* _Problem to solve_
The records below must be copied in full; omit the images.

* _Task material_
-------

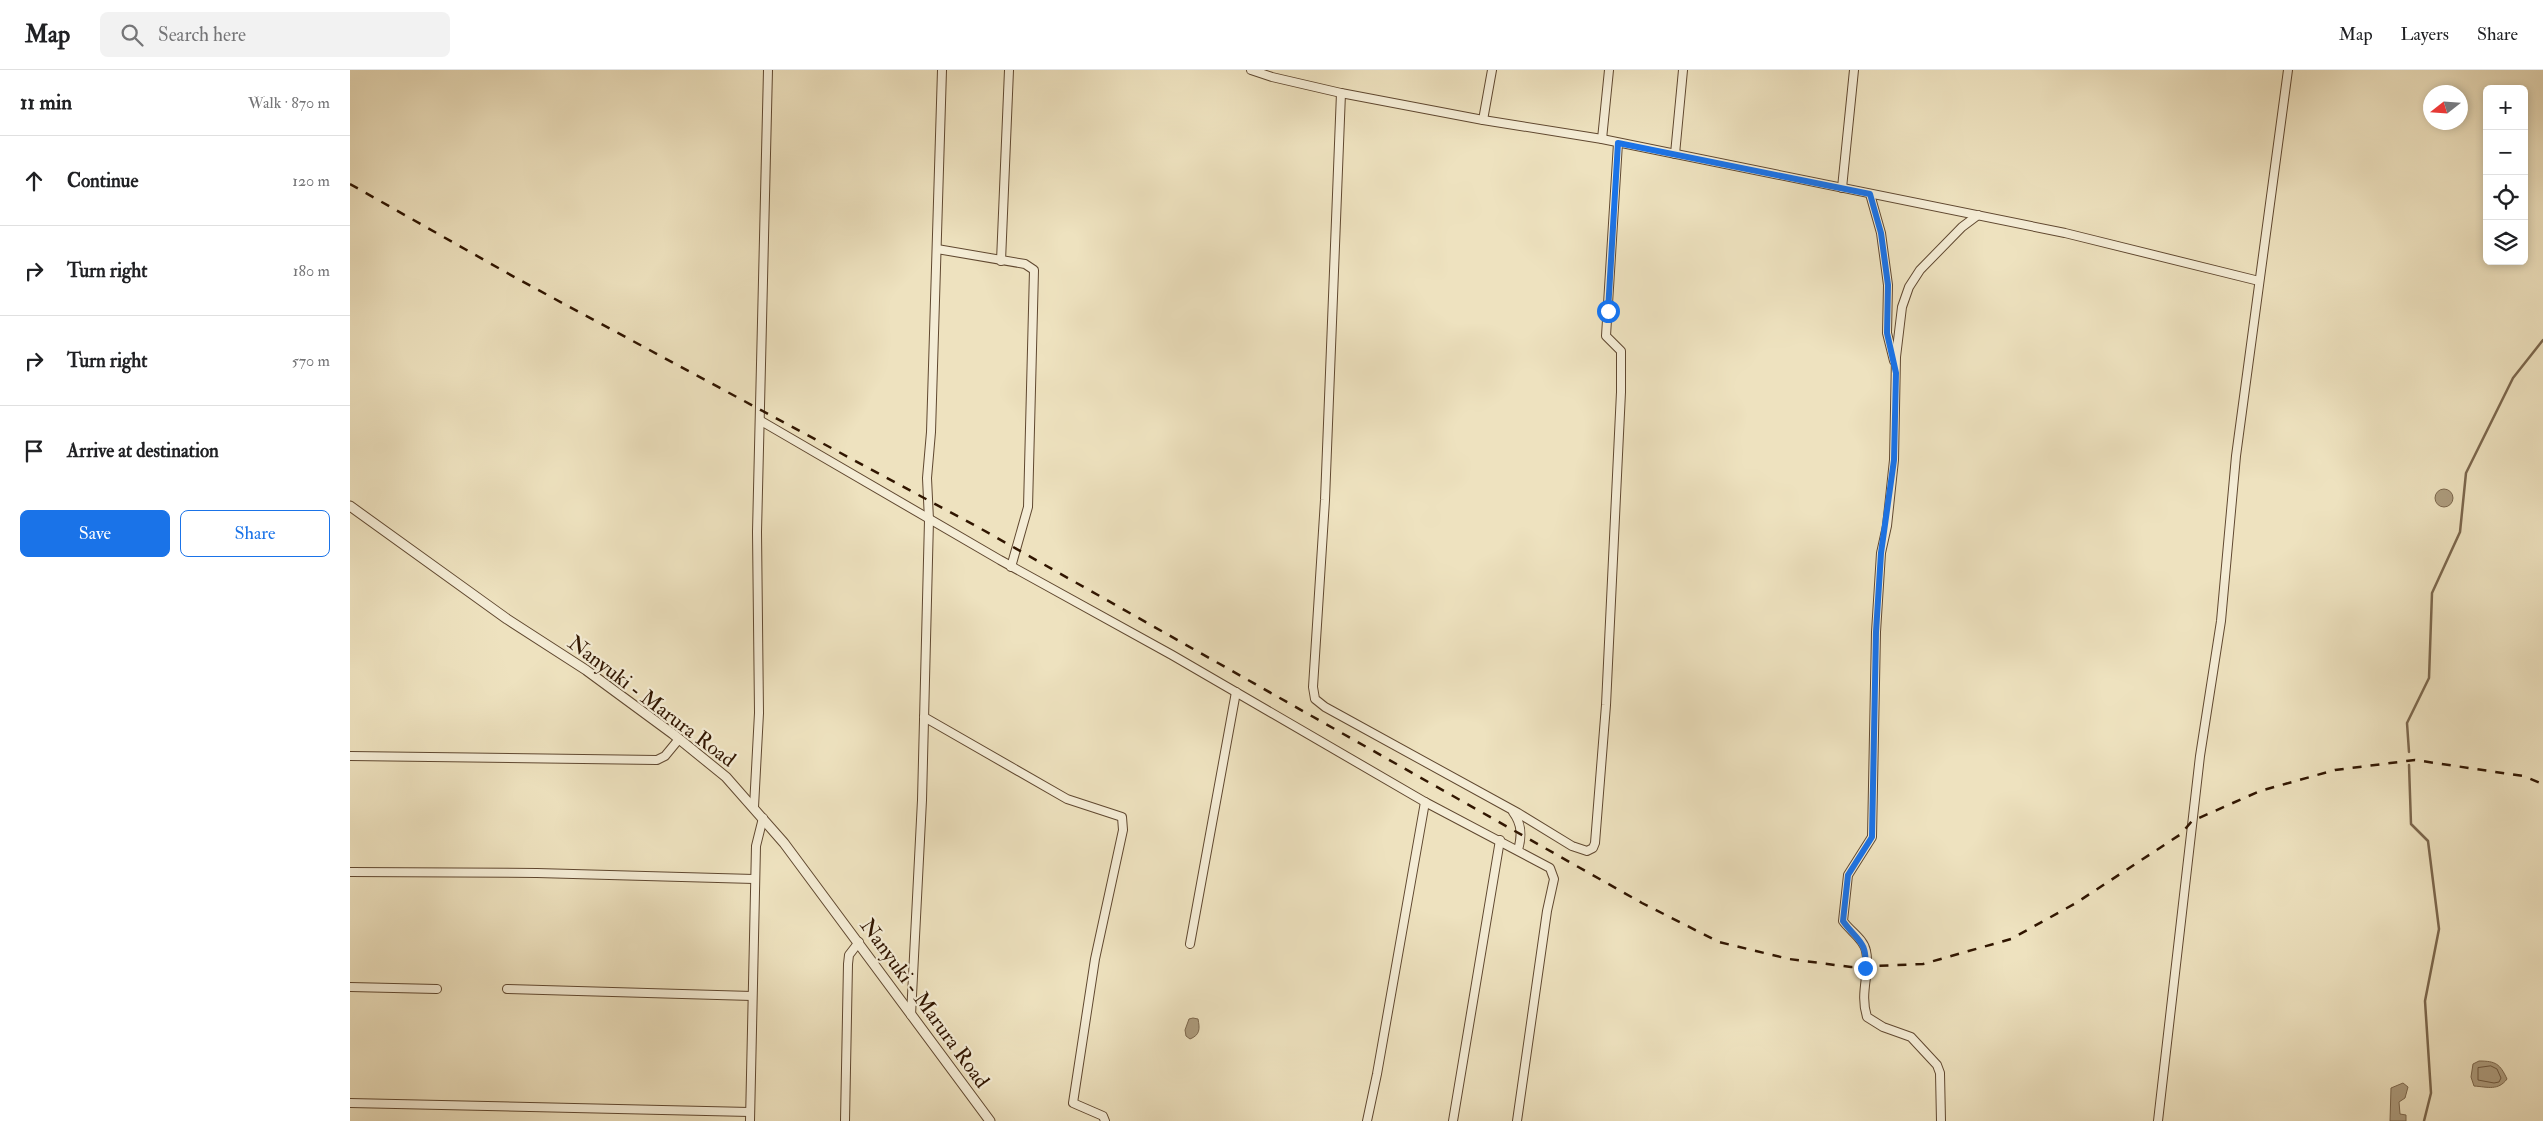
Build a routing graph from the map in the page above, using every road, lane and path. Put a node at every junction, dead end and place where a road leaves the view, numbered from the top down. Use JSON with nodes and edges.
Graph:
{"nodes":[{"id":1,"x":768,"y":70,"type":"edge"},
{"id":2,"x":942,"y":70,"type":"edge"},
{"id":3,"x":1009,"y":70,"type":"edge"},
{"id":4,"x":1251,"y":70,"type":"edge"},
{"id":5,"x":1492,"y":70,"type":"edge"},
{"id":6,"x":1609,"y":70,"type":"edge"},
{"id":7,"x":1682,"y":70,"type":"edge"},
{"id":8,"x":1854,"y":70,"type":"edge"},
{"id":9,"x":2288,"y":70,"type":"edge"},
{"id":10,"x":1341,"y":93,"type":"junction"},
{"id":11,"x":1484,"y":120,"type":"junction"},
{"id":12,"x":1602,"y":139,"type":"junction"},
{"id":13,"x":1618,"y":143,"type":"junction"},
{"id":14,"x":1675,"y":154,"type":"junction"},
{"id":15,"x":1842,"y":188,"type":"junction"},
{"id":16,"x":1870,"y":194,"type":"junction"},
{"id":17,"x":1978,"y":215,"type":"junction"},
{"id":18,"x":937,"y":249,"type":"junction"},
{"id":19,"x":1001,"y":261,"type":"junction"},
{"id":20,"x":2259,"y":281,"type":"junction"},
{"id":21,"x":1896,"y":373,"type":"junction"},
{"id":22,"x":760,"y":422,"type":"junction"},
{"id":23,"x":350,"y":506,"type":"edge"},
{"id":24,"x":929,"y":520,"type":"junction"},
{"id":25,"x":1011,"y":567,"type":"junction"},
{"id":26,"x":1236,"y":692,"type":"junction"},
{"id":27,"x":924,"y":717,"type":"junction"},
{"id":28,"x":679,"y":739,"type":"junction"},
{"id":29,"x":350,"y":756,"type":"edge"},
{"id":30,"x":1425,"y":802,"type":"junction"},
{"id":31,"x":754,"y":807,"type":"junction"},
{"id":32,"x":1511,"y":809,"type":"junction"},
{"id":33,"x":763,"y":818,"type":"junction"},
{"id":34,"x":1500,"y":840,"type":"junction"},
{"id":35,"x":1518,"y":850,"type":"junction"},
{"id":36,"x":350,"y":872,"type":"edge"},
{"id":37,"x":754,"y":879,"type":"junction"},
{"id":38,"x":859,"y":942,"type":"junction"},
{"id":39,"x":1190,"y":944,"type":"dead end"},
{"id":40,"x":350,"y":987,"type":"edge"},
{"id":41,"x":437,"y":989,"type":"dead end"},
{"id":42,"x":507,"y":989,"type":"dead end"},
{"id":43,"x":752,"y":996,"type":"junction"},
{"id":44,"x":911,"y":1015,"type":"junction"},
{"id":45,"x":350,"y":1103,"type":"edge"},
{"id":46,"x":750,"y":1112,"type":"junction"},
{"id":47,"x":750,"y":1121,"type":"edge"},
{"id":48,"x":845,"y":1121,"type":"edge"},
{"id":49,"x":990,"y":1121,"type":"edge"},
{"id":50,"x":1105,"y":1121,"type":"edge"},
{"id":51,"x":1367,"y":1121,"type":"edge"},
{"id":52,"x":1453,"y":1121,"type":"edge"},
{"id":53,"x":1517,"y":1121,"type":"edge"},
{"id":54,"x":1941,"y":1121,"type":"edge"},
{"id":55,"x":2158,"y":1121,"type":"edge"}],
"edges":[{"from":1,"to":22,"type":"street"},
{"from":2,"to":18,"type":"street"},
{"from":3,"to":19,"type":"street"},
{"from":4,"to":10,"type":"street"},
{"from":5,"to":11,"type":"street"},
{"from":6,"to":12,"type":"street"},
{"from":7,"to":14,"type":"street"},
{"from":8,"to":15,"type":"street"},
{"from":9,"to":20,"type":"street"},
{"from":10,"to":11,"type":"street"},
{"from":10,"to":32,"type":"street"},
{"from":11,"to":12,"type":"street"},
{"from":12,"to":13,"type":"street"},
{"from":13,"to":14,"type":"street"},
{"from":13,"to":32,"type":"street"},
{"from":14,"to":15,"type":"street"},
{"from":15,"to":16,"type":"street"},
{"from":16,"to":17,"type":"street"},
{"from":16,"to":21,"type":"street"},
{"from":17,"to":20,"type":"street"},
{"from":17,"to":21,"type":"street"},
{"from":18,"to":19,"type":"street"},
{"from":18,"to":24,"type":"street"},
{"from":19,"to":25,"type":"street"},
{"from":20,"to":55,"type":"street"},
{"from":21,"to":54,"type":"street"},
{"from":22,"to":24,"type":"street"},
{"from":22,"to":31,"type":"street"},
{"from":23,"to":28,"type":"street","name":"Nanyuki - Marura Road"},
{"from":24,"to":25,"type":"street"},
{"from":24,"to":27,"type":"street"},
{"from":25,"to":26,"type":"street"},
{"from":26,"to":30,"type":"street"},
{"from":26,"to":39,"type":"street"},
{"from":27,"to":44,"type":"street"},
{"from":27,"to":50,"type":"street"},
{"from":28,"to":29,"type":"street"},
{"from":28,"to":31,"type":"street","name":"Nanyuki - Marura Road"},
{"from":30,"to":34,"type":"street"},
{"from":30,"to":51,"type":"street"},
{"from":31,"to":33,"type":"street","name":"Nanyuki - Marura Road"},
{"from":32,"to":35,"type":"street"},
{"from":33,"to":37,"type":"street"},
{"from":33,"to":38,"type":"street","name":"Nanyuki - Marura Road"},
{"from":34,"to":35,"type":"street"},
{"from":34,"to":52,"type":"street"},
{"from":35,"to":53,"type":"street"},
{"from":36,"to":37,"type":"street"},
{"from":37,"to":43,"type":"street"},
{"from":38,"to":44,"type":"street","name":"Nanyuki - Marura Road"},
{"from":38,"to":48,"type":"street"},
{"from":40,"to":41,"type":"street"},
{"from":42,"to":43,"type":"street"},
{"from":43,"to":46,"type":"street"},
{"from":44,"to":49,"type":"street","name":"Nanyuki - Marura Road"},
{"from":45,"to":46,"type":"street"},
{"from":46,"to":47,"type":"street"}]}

-------

* _Result of this exercise_
Build a routing graph from the map in the page above, using every road, lane and path. Put a node at every junction, dead end and place where a road leaves the view, numbered from the top down. Use JSON with nodes and edges.
Graph:
{"nodes":[{"id":1,"x":768,"y":70,"type":"edge"},
{"id":2,"x":942,"y":70,"type":"edge"},
{"id":3,"x":1009,"y":70,"type":"edge"},
{"id":4,"x":1251,"y":70,"type":"edge"},
{"id":5,"x":1492,"y":70,"type":"edge"},
{"id":6,"x":1609,"y":70,"type":"edge"},
{"id":7,"x":1682,"y":70,"type":"edge"},
{"id":8,"x":1854,"y":70,"type":"edge"},
{"id":9,"x":2288,"y":70,"type":"edge"},
{"id":10,"x":1341,"y":93,"type":"junction"},
{"id":11,"x":1484,"y":120,"type":"junction"},
{"id":12,"x":1602,"y":139,"type":"junction"},
{"id":13,"x":1618,"y":143,"type":"junction"},
{"id":14,"x":1675,"y":154,"type":"junction"},
{"id":15,"x":1842,"y":188,"type":"junction"},
{"id":16,"x":1870,"y":194,"type":"junction"},
{"id":17,"x":1978,"y":215,"type":"junction"},
{"id":18,"x":937,"y":249,"type":"junction"},
{"id":19,"x":1001,"y":261,"type":"junction"},
{"id":20,"x":2259,"y":281,"type":"junction"},
{"id":21,"x":1896,"y":373,"type":"junction"},
{"id":22,"x":760,"y":422,"type":"junction"},
{"id":23,"x":350,"y":506,"type":"edge"},
{"id":24,"x":929,"y":520,"type":"junction"},
{"id":25,"x":1011,"y":567,"type":"junction"},
{"id":26,"x":1236,"y":692,"type":"junction"},
{"id":27,"x":924,"y":717,"type":"junction"},
{"id":28,"x":679,"y":739,"type":"junction"},
{"id":29,"x":350,"y":756,"type":"edge"},
{"id":30,"x":1425,"y":802,"type":"junction"},
{"id":31,"x":754,"y":807,"type":"junction"},
{"id":32,"x":1511,"y":809,"type":"junction"},
{"id":33,"x":763,"y":818,"type":"junction"},
{"id":34,"x":1500,"y":840,"type":"junction"},
{"id":35,"x":1518,"y":850,"type":"junction"},
{"id":36,"x":350,"y":872,"type":"edge"},
{"id":37,"x":754,"y":879,"type":"junction"},
{"id":38,"x":859,"y":942,"type":"junction"},
{"id":39,"x":1190,"y":944,"type":"dead end"},
{"id":40,"x":350,"y":987,"type":"edge"},
{"id":41,"x":437,"y":989,"type":"dead end"},
{"id":42,"x":507,"y":989,"type":"dead end"},
{"id":43,"x":752,"y":996,"type":"junction"},
{"id":44,"x":911,"y":1015,"type":"junction"},
{"id":45,"x":350,"y":1103,"type":"edge"},
{"id":46,"x":750,"y":1112,"type":"junction"},
{"id":47,"x":750,"y":1121,"type":"edge"},
{"id":48,"x":845,"y":1121,"type":"edge"},
{"id":49,"x":990,"y":1121,"type":"edge"},
{"id":50,"x":1105,"y":1121,"type":"edge"},
{"id":51,"x":1367,"y":1121,"type":"edge"},
{"id":52,"x":1453,"y":1121,"type":"edge"},
{"id":53,"x":1517,"y":1121,"type":"edge"},
{"id":54,"x":1941,"y":1121,"type":"edge"},
{"id":55,"x":2158,"y":1121,"type":"edge"}],
"edges":[{"from":1,"to":22,"type":"street"},
{"from":2,"to":18,"type":"street"},
{"from":3,"to":19,"type":"street"},
{"from":4,"to":10,"type":"street"},
{"from":5,"to":11,"type":"street"},
{"from":6,"to":12,"type":"street"},
{"from":7,"to":14,"type":"street"},
{"from":8,"to":15,"type":"street"},
{"from":9,"to":20,"type":"street"},
{"from":10,"to":11,"type":"street"},
{"from":10,"to":32,"type":"street"},
{"from":11,"to":12,"type":"street"},
{"from":12,"to":13,"type":"street"},
{"from":13,"to":14,"type":"street"},
{"from":13,"to":32,"type":"street"},
{"from":14,"to":15,"type":"street"},
{"from":15,"to":16,"type":"street"},
{"from":16,"to":17,"type":"street"},
{"from":16,"to":21,"type":"street"},
{"from":17,"to":20,"type":"street"},
{"from":17,"to":21,"type":"street"},
{"from":18,"to":19,"type":"street"},
{"from":18,"to":24,"type":"street"},
{"from":19,"to":25,"type":"street"},
{"from":20,"to":55,"type":"street"},
{"from":21,"to":54,"type":"street"},
{"from":22,"to":24,"type":"street"},
{"from":22,"to":31,"type":"street"},
{"from":23,"to":28,"type":"street","name":"Nanyuki - Marura Road"},
{"from":24,"to":25,"type":"street"},
{"from":24,"to":27,"type":"street"},
{"from":25,"to":26,"type":"street"},
{"from":26,"to":30,"type":"street"},
{"from":26,"to":39,"type":"street"},
{"from":27,"to":44,"type":"street"},
{"from":27,"to":50,"type":"street"},
{"from":28,"to":29,"type":"street"},
{"from":28,"to":31,"type":"street","name":"Nanyuki - Marura Road"},
{"from":30,"to":34,"type":"street"},
{"from":30,"to":51,"type":"street"},
{"from":31,"to":33,"type":"street","name":"Nanyuki - Marura Road"},
{"from":32,"to":35,"type":"street"},
{"from":33,"to":37,"type":"street"},
{"from":33,"to":38,"type":"street","name":"Nanyuki - Marura Road"},
{"from":34,"to":35,"type":"street"},
{"from":34,"to":52,"type":"street"},
{"from":35,"to":53,"type":"street"},
{"from":36,"to":37,"type":"street"},
{"from":37,"to":43,"type":"street"},
{"from":38,"to":44,"type":"street","name":"Nanyuki - Marura Road"},
{"from":38,"to":48,"type":"street"},
{"from":40,"to":41,"type":"street"},
{"from":42,"to":43,"type":"street"},
{"from":43,"to":46,"type":"street"},
{"from":44,"to":49,"type":"street","name":"Nanyuki - Marura Road"},
{"from":45,"to":46,"type":"street"},
{"from":46,"to":47,"type":"street"}]}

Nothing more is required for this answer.